Could you please retype exactly the lines from the start of the records below through the line that contains "inset:0; background:#e59e81; transform-origin:0", both included, and leave out the pictures?
Extracted material section start
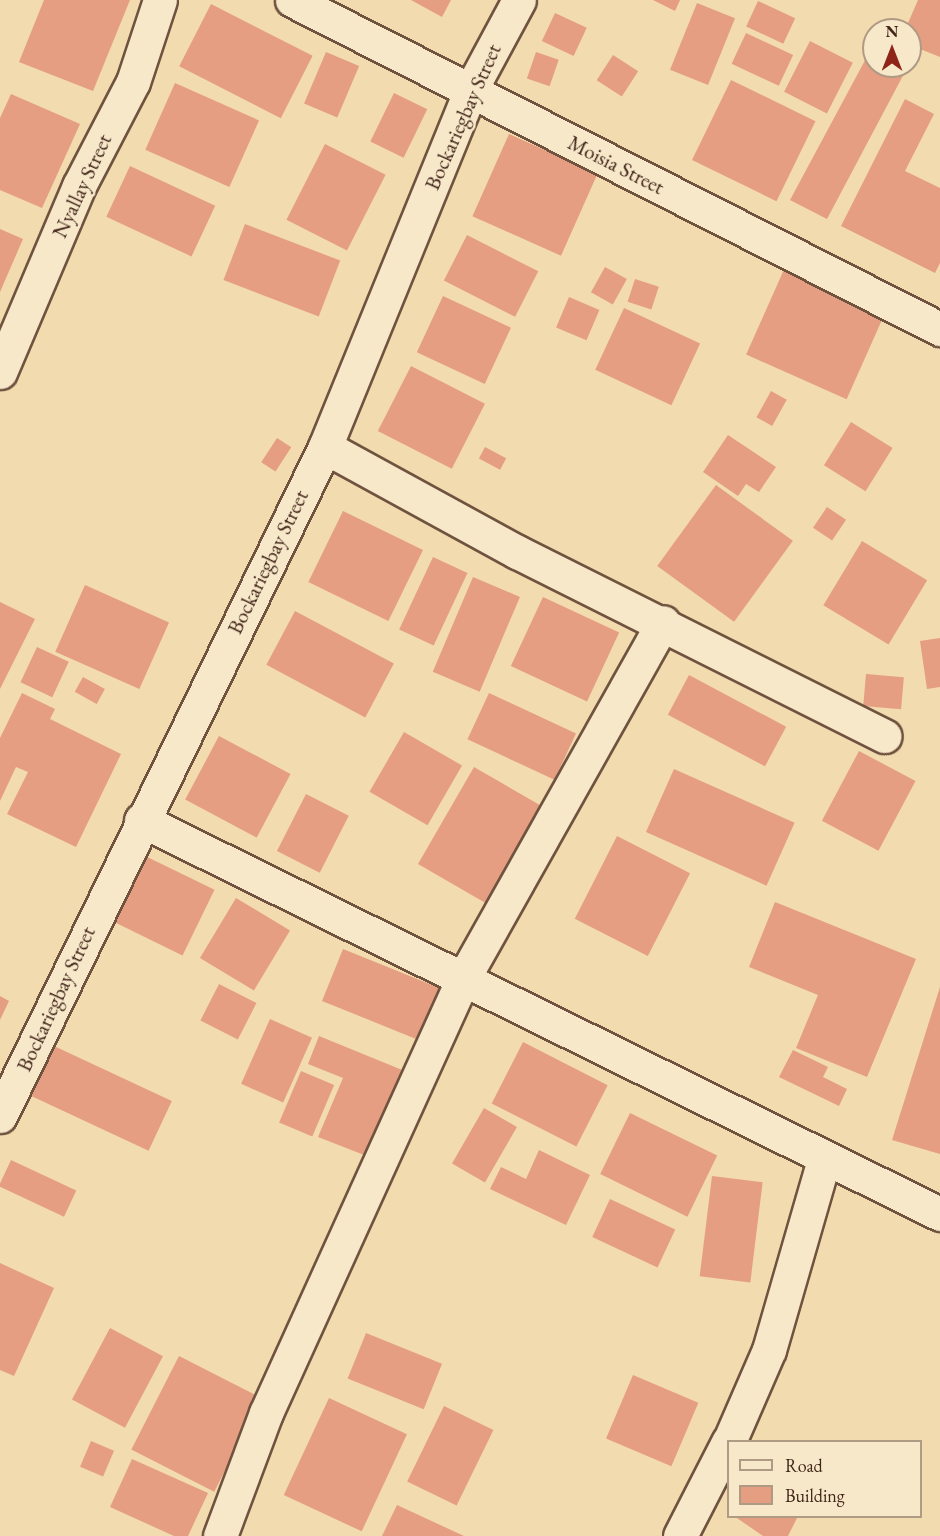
<!DOCTYPE html>
<html>
<head>
<meta charset="utf-8">
<style>
  body { margin:0 }
  #map { position:relative; width:940px; height:1536px; overflow:hidden; background:#f2dbae; font-family:"EB Garamond",serif }
  div>[style] { position:absolute }
  .building>* { inset:0; background:#e59e81; transform-origin:0 0 }
  .roads { filter:drop-shadow(2px 0 #6f533f) drop-shadow(-2px 0 #6f533f) drop-shadow(0 2px #6f533f) drop-shadow(0 -2px #6f533f) }
  .minor>* { height:33px; margin:-16.5px; padding:0 16.5px; transform-origin:16.5px; border-radius:16.5px; background:#f7e8ca }
  span { translate:-50% -50%; white-space:nowrap; text-align:center; line-height:1.15; -webkit-text-stroke:5px #f7e8ca; paint-order:stroke }
  .street-label { font-size:21px; color:#43261a }
  .legend { position:absolute; left:727px; top:1440px; width:195px; height:78px; box-sizing:border-box; background:#f7e8ca; border:2px solid #af9a84; margin:0; padding:8px 10px; list-style:none; font-size:18px; color:#43261a }
  .legend li { display:flex; align-items:center; gap:12px; height:30px }
  .legend b { width:30px; border:2px solid #af9a84 }
  .north { position:absolute; left:862px; top:18px; width:60px; height:60px; box-sizing:border-box; background:#f7e8ca; border:2px solid #af9a84; border-radius:50%; rotate:0deg; font-size:16px; font-weight:700; line-height:24px; text-align:center; color:#43261a }
  .north::after { content:''; display:block; margin:auto; width:21px; height:27px; background:#8f2418; clip-path:polygon(50% 0,100% 100%,50% 72%,0 100%) }
</style>
</head>
<body>
<div id="map">
  <div class="building">
    <i style="clip-path:polygon(44px 0,130px 0,93px 91px,19px 62px)"></i>
    <i style="clip-path:polygon(411px 0,451px 0,442px 17px)"></i>
    <i style="clip-path:polygon(653px 0,680px 0,675px 11px)"></i>
    <i style="clip-path:polygon(918px 0,940px 0,940px 57px,910px 45px,910px 30px,905px 30px)"></i>
    <i style="left:758px;top:1px;width:41px;height:28px;rotate:25deg"></i>
    <i style="left:697px;top:3px;width:41px;height:72px;rotate:22deg"></i>
    <i style="left:211px;top:4px;width:114px;height:70px;rotate:27deg"></i>
    <i style="left:555px;top:13px;width:35px;height:31px;rotate:25deg"></i>
    <i style="left:746px;top:33px;width:52px;height:34px;rotate:25deg"></i>
    <i style="left:810px;top:41px;width:48px;height:57px;rotate:27deg"></i>
    <i style="clip-path:polygon(870px 51px,874px 66px,906px 70px,827px 219px,790px 200px)"></i>
    <i style="left:326px;top:52px;width:36px;height:56px;rotate:23deg"></i>
    <i style="left:536px;top:52px;width:24px;height:28px;rotate:19deg"></i>
    <i style="left:613px;top:55px;width:30px;height:30px;rotate:33deg"></i>
    <i style="left:731px;top:80px;width:94px;height:89px;rotate:26deg"></i>
    <i style="left:175px;top:83px;width:92px;height:73px;rotate:24deg"></i>
    <i style="left:394px;top:93px;width:37px;height:54px;rotate:26deg"></i>
    <i style="clip-path:polygon(11px 94px,80px 124px,42px 208px,0 190px,0 118px)"></i>
    <i style="clip-path:polygon(905px 99px,934px 114px,905px 171px,940px 188px,940px 263px,935px 273px,841px 226px)"></i>
    <i style="left:509px;top:134px;width:97px;height:90px;rotate:24deg"></i>
    <i style="left:325px;top:144px;width:68px;height:85px;rotate:27deg"></i>
    <i style="left:130px;top:166px;width:94px;height:56px;rotate:25deg"></i>
    <i style="left:245px;top:224px;width:102px;height:60px;rotate:21deg"></i>
    <i style="clip-path:polygon(0 229px,23px 239px,0 292px)"></i>
    <i style="left:467px;top:235px;width:80px;height:51px;rotate:27deg"></i>
    <i style="left:786px;top:265px;width:110px;height:98px;rotate:24deg"></i>
    <i style="left:605px;top:267px;width:25px;height:29px;rotate:29deg"></i>
    <i style="left:635px;top:279px;width:25px;height:24px;rotate:18deg"></i>
    <i style="left:443px;top:296px;width:75px;height:62px;rotate:25deg"></i>
    <i style="left:569px;top:297px;width:33px;height:33px;rotate:23deg"></i>
    <i style="left:624px;top:308px;width:84px;height:68px;rotate:25deg"></i>
    <i style="left:411px;top:366px;width:83px;height:73px;rotate:27deg"></i>
    <i style="left:771px;top:391px;width:18px;height:30px;rotate:29deg"></i>
    <i style="left:851px;top:422px;width:49px;height:51px;rotate:32deg"></i>
    <i style="clip-path:polygon(728px 435px,776px 467px,759px 492px,746px 484px,738px 496px,703px 472px)"></i>
    <i style="left:277px;top:438px;width:17px;height:29px;rotate:33deg"></i>
    <i style="left:485px;top:447px;width:24px;height:13px;rotate:28deg"></i>
    <i style="left:716px;top:485px;width:95px;height:100px;rotate:36deg"></i>
    <i style="left:827px;top:507px;width:23px;height:25px;rotate:34deg"></i>
    <i style="left:343px;top:511px;width:89px;height:79px;rotate:26deg"></i>
    <i style="left:862px;top:541px;width:76px;height:75px;rotate:31deg"></i>
    <i style="left:433px;top:557px;width:38px;height:80px;rotate:25deg"></i>
    <i style="left:473px;top:577px;width:51px;height:103px;rotate:23deg"></i>
    <i style="left:85px;top:585px;width:92px;height:73px;rotate:24deg"></i>
    <i style="left:543px;top:597px;width:84px;height:76px;rotate:25deg"></i>
    <i style="clip-path:polygon(0 602px,35px 619px,0 689px)"></i>
    <i style="left:295px;top:611px;width:112px;height:61px;rotate:28deg"></i>
    <i style="clip-path:polygon(940px 638px,940px 687px,927px 689px,920px 641px)"></i>
    <i style="left:37px;top:647px;width:35px;height:39px;rotate:25deg"></i>
    <i style="left:866px;top:674px;width:38px;height:32px;rotate:5deg"></i>
    <i style="left:689px;top:675px;width:110px;height:45px;rotate:28deg"></i>
    <i style="left:83px;top:677px;width:25px;height:17px;rotate:29deg"></i>
    <i style="clip-path:polygon(22px 693px,55px 709px,50px 719px,121px 754px,76px 847px,7px 814px,28px 772px,16px 767px,0 801px,0 738px)"></i>
    <i style="left:489px;top:693px;width:96px;height:51px;rotate:25deg"></i>
    <i style="left:404px;top:732px;width:67px;height:69px;rotate:30deg"></i>
    <i style="left:219px;top:736px;width:81px;height:72px;rotate:28deg"></i>
    <i style="left:859px;top:751px;width:64px;height:79px;rotate:28deg"></i>
    <i style="left:474px;top:767px;width:83px;height:112px;rotate:30deg"></i>
    <i style="left:674px;top:769px;width:132px;height:69px;rotate:24deg"></i>
    <i style="left:306px;top:794px;width:48px;height:64px;rotate:27deg"></i>
    <i style="left:617px;top:836px;width:82px;height:93px;rotate:27deg"></i>
    <i style="left:139px;top:853px;width:84px;height:73px;rotate:26deg"></i>
    <i style="left:236px;top:898px;width:63px;height:70px;rotate:31deg"></i>
    <i style="clip-path:polygon(775px 902px,916px 959px,867px 1077px,796px 1048px,818px 995px,749px 967px)"></i>
    <i style="left:343px;top:949px;width:106px;height:56px;rotate:22deg"></i>
    <i style="left:219px;top:984px;width:42px;height:41px;rotate:27deg"></i>
    <i style="clip-path:polygon(940px 987px,940px 1154px,892px 1140px)"></i>
    <i style="clip-path:polygon(0 996px,9px 1001px,0 1020px)"></i>
    <i style="left:270px;top:1019px;width:46px;height:71px;rotate:24deg"></i>
    <i style="clip-path:polygon(319px 1036px,412px 1074px,377px 1160px,318px 1137px,343px 1078px,308px 1064px)"></i>
    <i style="left:523px;top:1042px;width:95px;height:69px;rotate:27deg"></i>
    <i style="left:54px;top:1046px;width:130px;height:55px;rotate:25deg"></i>
    <i style="clip-path:polygon(793px 1050px,828px 1067px,823px 1077px,847px 1089px,839px 1106px,779px 1077px)"></i>
    <i style="left:301px;top:1071px;width:36px;height:56px;rotate:23deg"></i>
    <i style="left:484px;top:1108px;width:38px;height:64px;rotate:30deg"></i>
    <i style="left:630px;top:1113px;width:97px;height:68px;rotate:26deg"></i>
    <i style="clip-path:polygon(539px 1150px,590px 1175px,566px 1225px,490px 1189px,501px 1167px,526px 1179px)"></i>
    <i style="left:11px;top:1160px;width:72px;height:29px;rotate:25deg"></i>
    <i style="left:712px;top:1176px;width:51px;height:101px;rotate:7deg"></i>
    <i style="left:610px;top:1199px;width:72px;height:42px;rotate:25deg"></i>
    <i style="clip-path:polygon(0 1263px,54px 1288px,14px 1376px,0 1370px)"></i>
    <i style="left:110px;top:1328px;width:60px;height:81px;rotate:28deg"></i>
    <i style="left:366px;top:1333px;width:82px;height:49px;rotate:22deg"></i>
    <i style="left:179px;top:1356px;width:93px;height:105px;rotate:27deg"></i>
    <i style="left:633px;top:1375px;width:71px;height:69px;rotate:23deg"></i>
    <i style="left:329px;top:1398px;width:86px;height:107px;rotate:25deg"></i>
    <i style="left:444px;top:1406px;width:55px;height:84px;rotate:26deg"></i>
    <i style="left:91px;top:1441px;width:25px;height:28px;rotate:23deg"></i>
    <i style="clip-path:polygon(132px 1459px,208px 1493px,188px 1536px,174px 1536px,110px 1507px)"></i>
    <i style="clip-path:polygon(397px 1505px,464px 1536px,382px 1536px)"></i>
    <i style="clip-path:polygon(734px 1516px,798px 1516px,788px 1536px,763px 1536px)"></i>
  </div>
  <div class="roads">
    <div class="minor">
      <i style="left:292px;top:0;width:727px;rotate:26.92deg"></i>
      <i style="left:0;top:372px;width:202px;rotate:-67deg"></i>
      <i style="left:79px;top:186px;width:117px;rotate:-62.6deg"></i>
      <i style="left:133px;top:82px;width:86px;rotate:-71.8deg"></i>
      <i style="left:325px;top:447px;width:219px;rotate:28.7deg"></i>
      <i style="left:517px;top:552px;width:411px;rotate:26.6deg"></i>
      <i style="left:141px;top:820px;width:891px;rotate:26.25deg"></i>
      <i style="left:0;top:1116px;width:744px;rotate:-64.09deg"></i>
      <i style="left:325px;top:447px;width:384px;rotate:-67.8deg"></i>
      <i style="left:470px;top:91px;width:103px;rotate:-61.7deg"></i>
      <i style="left:729px;top:1442px;width:100px;rotate:-66.5deg"></i>
      <i style="left:769px;top:1350px;width:199px;rotate:-73.9deg"></i>
      <i style="left:220px;top:1536px;width:131px;rotate:-69.5deg"></i>
      <i style="left:266px;top:1413px;width:477px;rotate:-65.6deg"></i>
      <i style="left:463px;top:979px;width:409px;rotate:-60.7deg"></i>
      <i style="left:680px;top:1536px;width:106px;rotate:-62.9deg"></i>
    </div>
  </div>
  <div class="street-label">
    <span style="left:463px;top:117px;rotate:-66deg">Bockariegbay Street</span>
    <span style="left:616px;top:165px;rotate:27deg">Moisia Street</span>
    <span style="left:82px;top:186px;rotate:-65deg">Nyallay Street</span>
    <span style="left:268px;top:562px;rotate:-64deg">Bockariegbay Street</span>
    <span style="left:56px;top:999px;rotate:-65deg">Bockariegbay Street</span>
  </div>
  <ul class="legend">
  <li><b style="height:8px;background:#f7e8ca"></b>Road</li>
  <li><b style="height:16px;background:#e59e81"></b>Building</li>
  </ul>
  <div class="north">N</div>
</div>
</body>
</html>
Extracted material section end
-- Exercise answer --
<!DOCTYPE html>
<html>
<head>
<meta charset="utf-8">
<style>
  body { margin:0 }
  #map { position:relative; width:940px; height:1536px; overflow:hidden; background:#f2dbae; font-family:"EB Garamond",serif }
  div>[style] { position:absolute }
  .building>* { inset:0; background:#e59e81; transform-origin:0 0 }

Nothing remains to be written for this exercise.